Stored items
********************

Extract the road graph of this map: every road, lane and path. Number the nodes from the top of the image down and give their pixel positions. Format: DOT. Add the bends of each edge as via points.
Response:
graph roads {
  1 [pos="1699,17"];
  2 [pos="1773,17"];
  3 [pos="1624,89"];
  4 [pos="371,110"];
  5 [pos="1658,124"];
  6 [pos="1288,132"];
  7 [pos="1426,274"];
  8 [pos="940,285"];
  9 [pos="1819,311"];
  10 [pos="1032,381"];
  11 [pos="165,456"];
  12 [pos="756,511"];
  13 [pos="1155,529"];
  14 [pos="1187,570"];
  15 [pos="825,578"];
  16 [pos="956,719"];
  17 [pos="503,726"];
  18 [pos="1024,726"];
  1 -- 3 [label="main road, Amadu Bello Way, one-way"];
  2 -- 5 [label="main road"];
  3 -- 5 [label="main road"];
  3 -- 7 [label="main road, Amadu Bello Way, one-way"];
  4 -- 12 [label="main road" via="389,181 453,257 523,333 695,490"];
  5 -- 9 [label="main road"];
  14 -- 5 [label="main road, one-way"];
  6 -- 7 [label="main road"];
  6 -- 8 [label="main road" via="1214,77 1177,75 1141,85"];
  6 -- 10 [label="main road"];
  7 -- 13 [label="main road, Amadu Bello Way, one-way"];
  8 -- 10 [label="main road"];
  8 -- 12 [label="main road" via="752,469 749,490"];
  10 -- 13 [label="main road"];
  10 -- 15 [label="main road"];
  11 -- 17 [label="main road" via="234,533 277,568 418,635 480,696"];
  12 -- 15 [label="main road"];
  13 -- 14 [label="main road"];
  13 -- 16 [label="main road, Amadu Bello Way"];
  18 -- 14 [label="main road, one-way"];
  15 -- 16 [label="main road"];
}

********************

TASK TO COMPLETE
Beginning with the first line above, transcribe all of the data exactly.

ANSWER
Extract the road graph of this map: every road, lane and path. Number the nodes from the top of the image down and give their pixel positions. Format: DOT. Add the bends of each edge as via points.
Response:
graph roads {
  1 [pos="1699,17"];
  2 [pos="1773,17"];
  3 [pos="1624,89"];
  4 [pos="371,110"];
  5 [pos="1658,124"];
  6 [pos="1288,132"];
  7 [pos="1426,274"];
  8 [pos="940,285"];
  9 [pos="1819,311"];
  10 [pos="1032,381"];
  11 [pos="165,456"];
  12 [pos="756,511"];
  13 [pos="1155,529"];
  14 [pos="1187,570"];
  15 [pos="825,578"];
  16 [pos="956,719"];
  17 [pos="503,726"];
  18 [pos="1024,726"];
  1 -- 3 [label="main road, Amadu Bello Way, one-way"];
  2 -- 5 [label="main road"];
  3 -- 5 [label="main road"];
  3 -- 7 [label="main road, Amadu Bello Way, one-way"];
  4 -- 12 [label="main road" via="389,181 453,257 523,333 695,490"];
  5 -- 9 [label="main road"];
  14 -- 5 [label="main road, one-way"];
  6 -- 7 [label="main road"];
  6 -- 8 [label="main road" via="1214,77 1177,75 1141,85"];
  6 -- 10 [label="main road"];
  7 -- 13 [label="main road, Amadu Bello Way, one-way"];
  8 -- 10 [label="main road"];
  8 -- 12 [label="main road" via="752,469 749,490"];
  10 -- 13 [label="main road"];
  10 -- 15 [label="main road"];
  11 -- 17 [label="main road" via="234,533 277,568 418,635 480,696"];
  12 -- 15 [label="main road"];
  13 -- 14 [label="main road"];
  13 -- 16 [label="main road, Amadu Bello Way"];
  18 -- 14 [label="main road, one-way"];
  15 -- 16 [label="main road"];
}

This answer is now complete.